▶ **About this exercise**
Below are the records. Gather each line that holds "hand".

** The input follows **

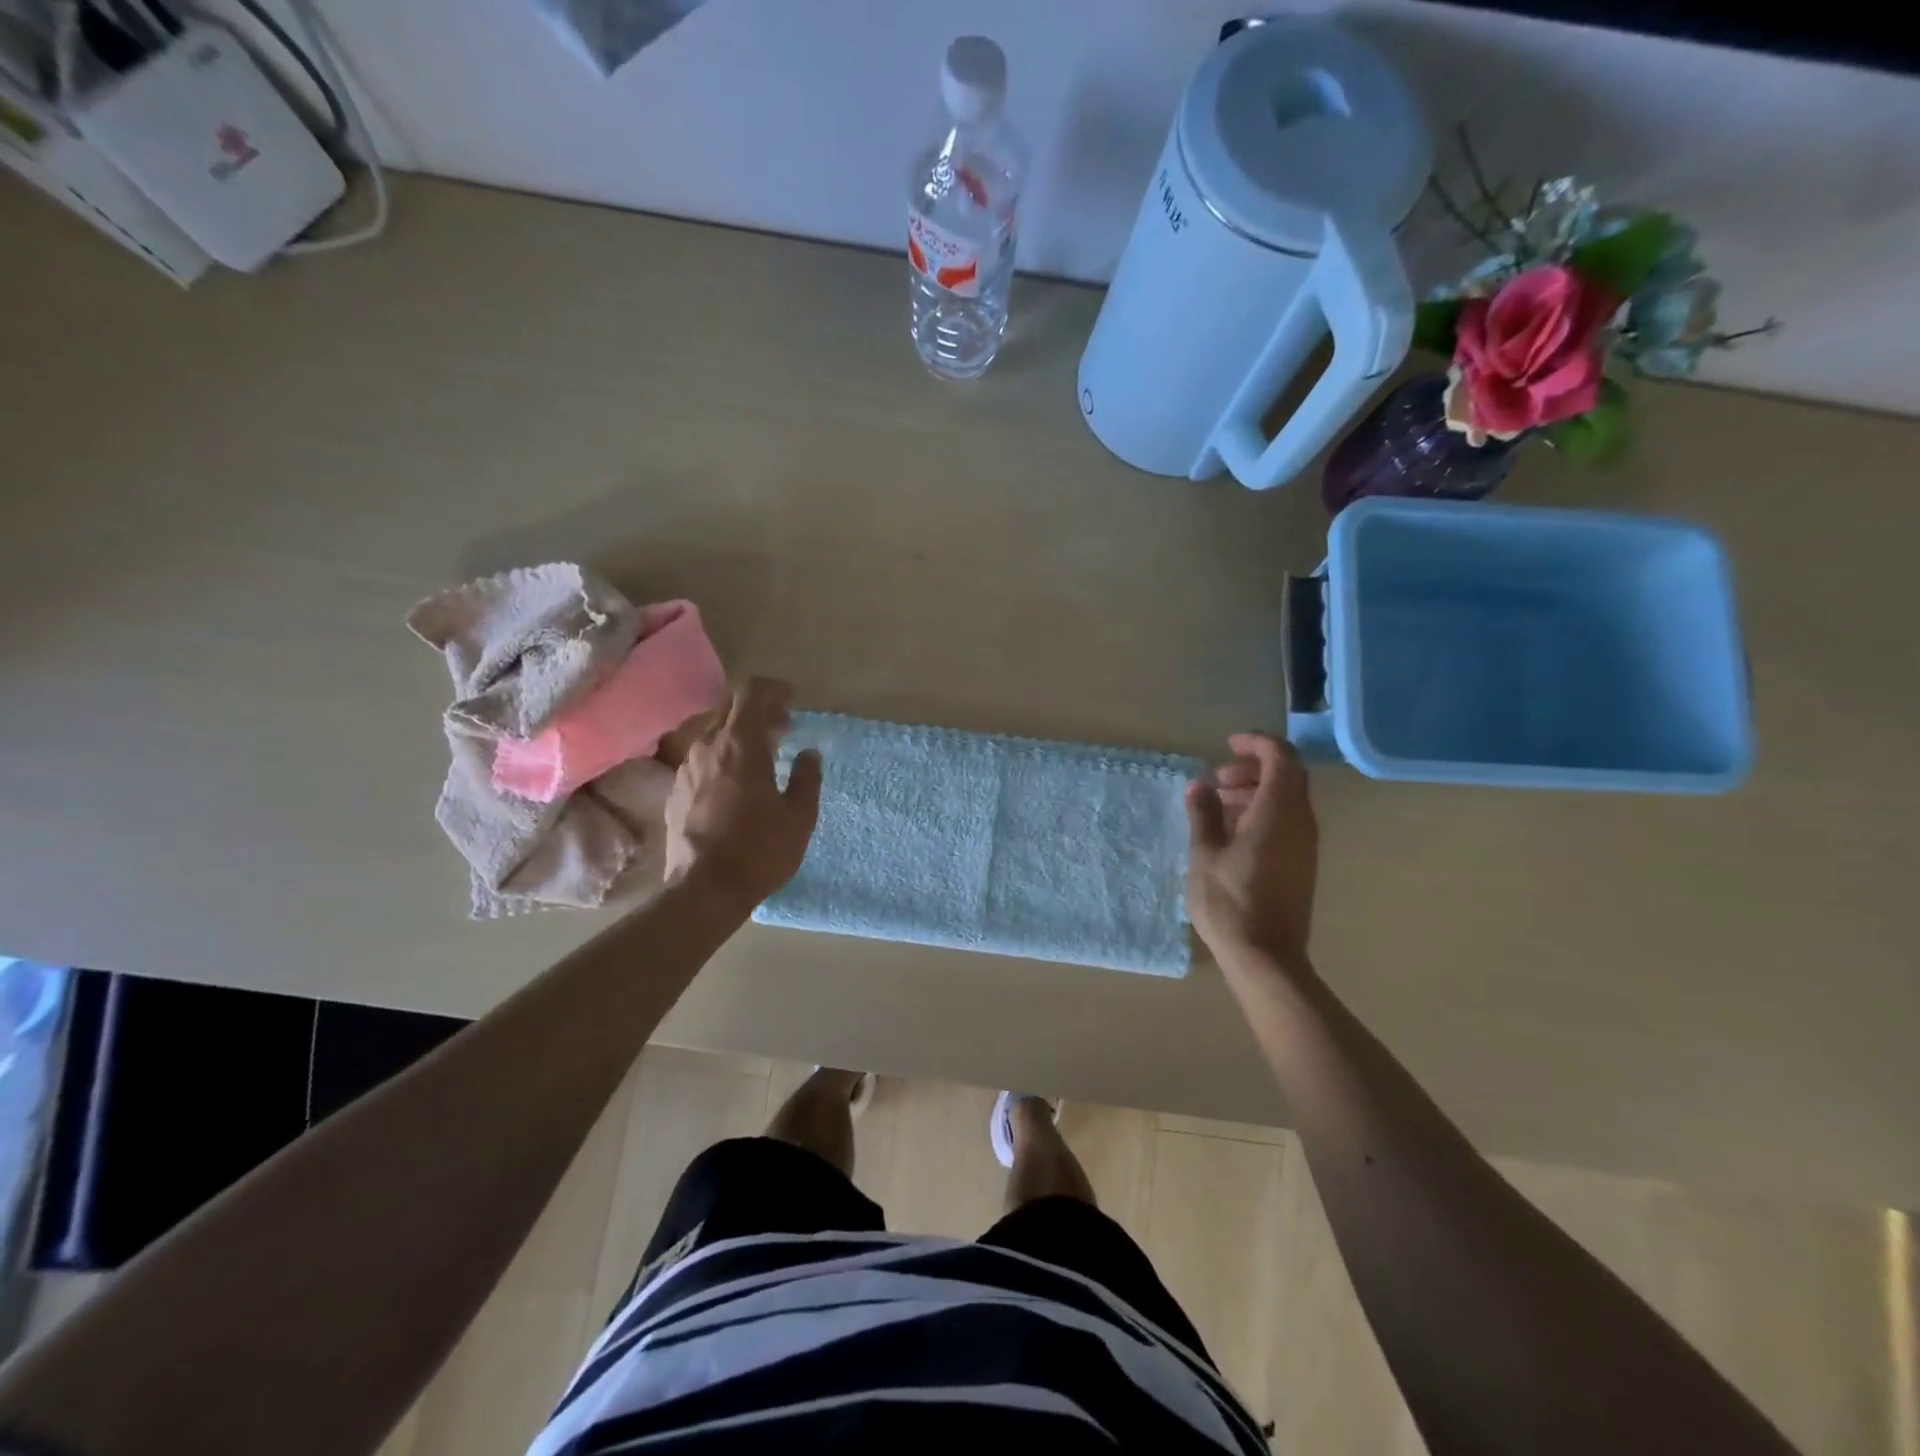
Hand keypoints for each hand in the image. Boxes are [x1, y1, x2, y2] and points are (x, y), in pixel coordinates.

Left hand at [663, 678, 821, 906]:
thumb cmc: (759, 850)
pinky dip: (722, 758)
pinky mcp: (675, 792)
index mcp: (741, 745)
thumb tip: (809, 754)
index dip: (773, 689)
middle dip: (759, 712)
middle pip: (730, 709)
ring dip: (739, 735)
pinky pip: (701, 759)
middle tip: (784, 729)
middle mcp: (708, 747)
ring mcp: (686, 769)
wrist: (704, 890)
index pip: (751, 692)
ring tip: (763, 757)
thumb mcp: (799, 816)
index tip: (791, 700)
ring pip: (713, 734)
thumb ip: (806, 778)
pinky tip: (736, 783)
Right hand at [1185, 733, 1317, 964]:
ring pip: (1288, 799)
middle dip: (1253, 768)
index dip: (1256, 743)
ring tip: (1219, 804)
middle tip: (1218, 780)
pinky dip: (1263, 812)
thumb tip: (1200, 786)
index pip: (1280, 757)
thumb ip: (1203, 814)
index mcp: (1278, 812)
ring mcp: (1305, 845)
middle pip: (1288, 775)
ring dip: (1257, 791)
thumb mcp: (1204, 854)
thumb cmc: (1230, 902)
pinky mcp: (1301, 864)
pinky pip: (1288, 821)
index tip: (1227, 745)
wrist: (1267, 957)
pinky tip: (1233, 832)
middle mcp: (1300, 822)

** End of The input **

▶ **Result of the task**
Hand keypoints for each hand in the image. Boxes are [x1, y1, x2, y2] and points are (x, y), in pixel coordinates.
Left hand at [663, 678, 821, 906]:
Right hand at [1185, 733, 1317, 964]:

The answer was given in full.